Adapted from two Facebook posts:

May 11, 2022:

A recent article points out that Coinbase users might lose their holdings in the case of bankruptcy, since they would be viewed as unsecured creditors with respect to the assets held by Coinbase, namely its crypto and fiat holdings. (“Coinbase earnings were bad. Worse still, the crypto exchange is now warning that bankruptcy could wipe out user funds.”)

The article tries to push the tedious bitcoin-activist line that you should always hold your own keys, and that the failure of Coinbase customers to hold their own keys is at the root of the problem:

In the event the crypto exchange goes bankrupt, Coinbase says, its users might lose all the cryptocurrency stored in their accounts too.

Coinbase said in its earnings report Tuesday that it holds $256 billion in both fiat currencies and cryptocurrencies on behalf of its customers. Yet the exchange noted that in the event it ever declared bankruptcy, “the crypto assets we hold in custody on behalf of our customers could be subject to bankruptcy proceedings.” Coinbase users would become “general unsecured creditors,” meaning they have no right to claim any specific property from the exchange in proceedings. Their funds would become inaccessible.1

That shouldn’t happen.

An individual’s ownership of cryptocurrency is supposed to be immutable and absolute; that’s one of the key selling points touted by blockchain evangelists everywhere. But when a user creates a Coinbase account, they often end up storing their cryptocurrency in a wallet controlled by Coinbase, which means the individual is giving away at least part of their control over their own funds.
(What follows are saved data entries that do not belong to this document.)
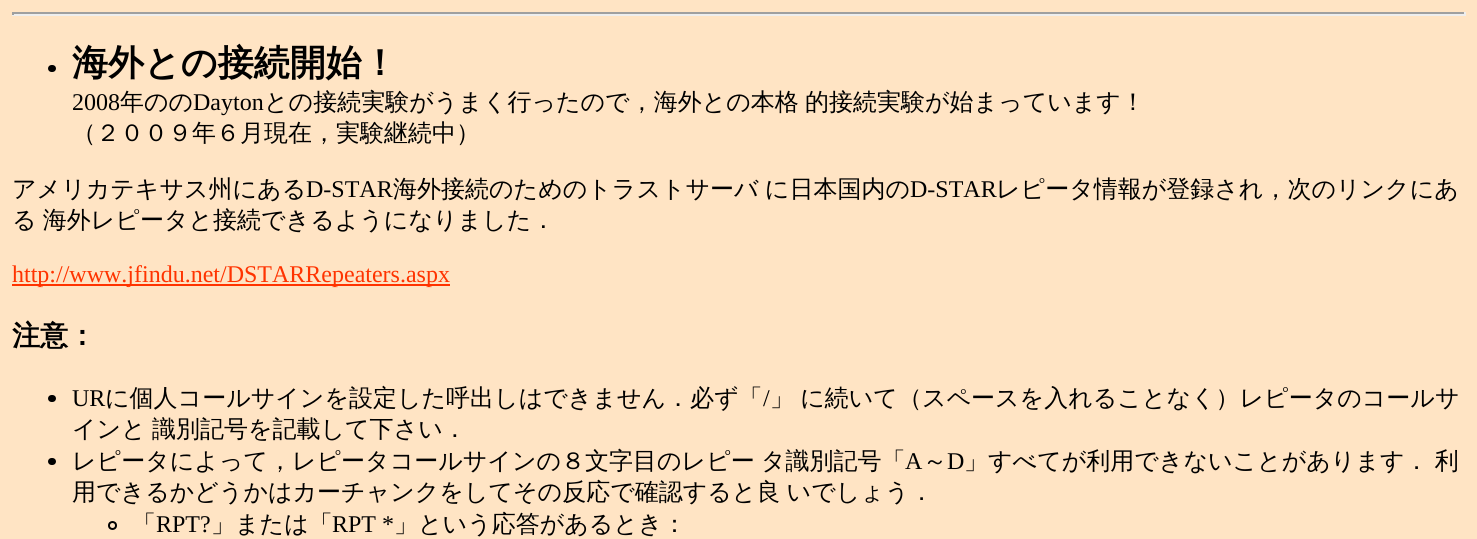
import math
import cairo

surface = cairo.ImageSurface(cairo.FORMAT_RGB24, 1477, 539)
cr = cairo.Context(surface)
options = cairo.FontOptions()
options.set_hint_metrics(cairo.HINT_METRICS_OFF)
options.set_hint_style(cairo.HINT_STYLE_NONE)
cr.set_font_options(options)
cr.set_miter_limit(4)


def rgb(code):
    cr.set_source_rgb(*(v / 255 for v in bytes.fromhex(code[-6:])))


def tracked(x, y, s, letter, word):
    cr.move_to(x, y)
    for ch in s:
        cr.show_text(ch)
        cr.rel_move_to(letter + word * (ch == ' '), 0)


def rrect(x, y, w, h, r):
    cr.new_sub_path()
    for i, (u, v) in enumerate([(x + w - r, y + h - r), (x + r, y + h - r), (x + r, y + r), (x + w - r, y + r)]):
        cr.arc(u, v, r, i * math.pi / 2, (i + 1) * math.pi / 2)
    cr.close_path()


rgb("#ffe4c4")
cr.paint()
for x, y, w, h, color in [
    (12, 12, 1454, 2, "#9f9f9f"),
    (1464, 12, 2, 3, "#eeeeee"),
    (12, 14, 1454, 2, "#eeeeee"),
    (12, 12, 2, 3, "#9f9f9f"),
]:
    rgb(color)
    cr.rectangle(x, y, w, h)
    cr.fill()
rgb("#000000")
rrect(48, 65, 8, 7, 3.5)
cr.fill()
rgb("#ff3300")
cr.rectangle(12, 284, 438, 2)
cr.fill()
rgb("#000000")
rrect(48, 395, 8, 7, 3.5)
cr.fill()
rrect(48, 458, 8, 7, 3.5)
cr.fill()
cr.arc(112.5, 525.5, 3.5, 0, 2 * math.pi)
cr.stroke()
cr.select_font_face("WenQuanYi Zen Hei", cairo.FONT_SLANT_NORMAL, cairo.FONT_WEIGHT_BOLD)
cr.set_font_size(36)
cr.move_to(72, 75)
cr.show_text("海外との接続開始！")
cr.select_font_face("Liberation Serif")
cr.set_font_size(24)
cr.move_to(72, 110)
cr.show_text("2008")
cr.select_font_face("WenQuanYi Zen Hei Medium")
cr.move_to(120, 110)
cr.show_text("年のの")
cr.select_font_face("Liberation Serif")
cr.move_to(193, 110)
cr.show_text("Dayton")
cr.select_font_face("WenQuanYi Zen Hei Medium")
tracked(264, 110, "との接続実験がうまく行ったので，海外との本格 的接続実験が始まっています！", 0, -1)
cr.move_to(72, 141)
cr.show_text("（２００９年６月現在，実験継続中）")
cr.move_to(12, 197)
cr.show_text("アメリカテキサス州にある")
cr.select_font_face("Liberation Serif")
cr.move_to(306, 197)
cr.show_text("D-STAR")
cr.select_font_face("WenQuanYi Zen Hei Medium")
tracked(393, 197, "海外接続のためのトラストサーバ に日本国内の", 0, -1)
cr.select_font_face("Liberation Serif")
cr.move_to(910, 197)
cr.show_text("D-STAR")
cr.select_font_face("WenQuanYi Zen Hei Medium")
cr.move_to(996, 197)
cr.show_text("レピータ情報が登録され，次のリンクにあ")
tracked(12, 228, "る 海外レピータと接続できるようになりました．", 0, -1)
cr.select_font_face("Liberation Serif")
rgb("#ff3300")
cr.move_to(12, 282)
cr.show_text("http://www.jfindu.net/DSTARRepeaters.aspx")
cr.select_font_face("WenQuanYi Zen Hei", cairo.FONT_SLANT_NORMAL, cairo.FONT_WEIGHT_BOLD)
cr.set_font_size(28)
rgb("#000000")
cr.move_to(12, 345)
cr.show_text("注意：")
cr.select_font_face("Liberation Serif")
cr.set_font_size(24)
cr.move_to(72, 406)
cr.show_text("UR")
cr.select_font_face("WenQuanYi Zen Hei Medium")
cr.move_to(105, 406)
cr.show_text("に個人コールサインを設定した呼出しはできません．必ず「")
cr.select_font_face("Liberation Serif")
cr.move_to(763, 406)
cr.show_text("/")
cr.select_font_face("WenQuanYi Zen Hei Medium")
for x, y, s in [
    (770, 406, "」 に続いて（スペースを入れることなく）レピータのコールサ"),
    (72, 437, "インと 識別記号を記載して下さい．"),
    (72, 469, "レピータによって，レピータコールサインの８文字目のレピー タ識別記号「"),
]:
    tracked(x, y, s, 0, -1)
cr.select_font_face("Liberation Serif")
cr.move_to(905, 469)
cr.show_text("A")
cr.select_font_face("WenQuanYi Zen Hei Medium")
cr.move_to(923, 469)
cr.show_text("～")
cr.select_font_face("Liberation Serif")
cr.move_to(947, 469)
cr.show_text("D")
cr.select_font_face("WenQuanYi Zen Hei Medium")
tracked(964, 469, "」すべてが利用できないことがあります． 利", 0, -1)
tracked(72, 500, "用できるかどうかはカーチャンクをしてその反応で確認すると良 いでしょう．", 0, -1)
cr.move_to(132, 532)
cr.show_text("「")
cr.select_font_face("Liberation Serif")
cr.move_to(156, 532)
cr.show_text("RPT?")
cr.select_font_face("WenQuanYi Zen Hei Medium")
cr.move_to(211, 532)
cr.show_text("」または「")
cr.select_font_face("Liberation Serif")
cr.move_to(332, 532)
cr.show_text("RPT *")
cr.select_font_face("WenQuanYi Zen Hei Medium")
cr.move_to(394, 532)
cr.show_text("」という応答があるとき：")
surface.write_to_png("page.png")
But this analysis is confusing. As I pointed out in a previous post [reprinted below], it appears that Coinbase does actually hold 100% reserves on behalf of its customers. It can’t afford to insure all of this huge $260B pool of assets, so it keeps most of its crypto in cold storage—about 98%; and insures the 2% that is online. See https://help.coinbase.com/en/coinbase/other-topics/legal-policies/how-is-coinbase-insured.

The best way to view this arrangement legally is as an irregular deposit as explained by Huerta de Soto in his book ( https://mises.org/library/money-bank-credit-and-economic-cycles ; see ch. 1). We have deviated from this kind of legal arrangement due to fractional reserve banking, which corrupted money (and which is one reason for the emergence of Bitcoin as a 100% reserve, non-inflatable, non-censorable form of money).

If the law were rational and just, it would view a Coinbase customer as having made an irregular deposit. This means that the crypto deposited may be commingled with that of other irregular depositors (for efficiency and convenience), but the depositors remain the owners of these funds. So they would not be “unsecured creditors” in the case of bankruptcy; they would not be “creditors” at all. They would be the owners of the mass of funds, each depositor having a pro-rata ownership right in the stored crypto.

For example if there are 100,000 BTC on deposit, and you deposited 10BTC, then Coinbase does not own these funds at all. They are just a custodian. So if Coinbase goes bankrupt its own creditors can only pursue its assets which do NOT include the 100,000 BTC. In a sense, you could view the irregular depositors (the customers) as secured creditors, but a better way to view it would be to view them as the owners of the BTC. That is why Coinbase cannot spend or pledge these assets, and it is why Coinbase apparently does, at present, keep 100% reserves (again: 98% in cold storage; 2% online and insured).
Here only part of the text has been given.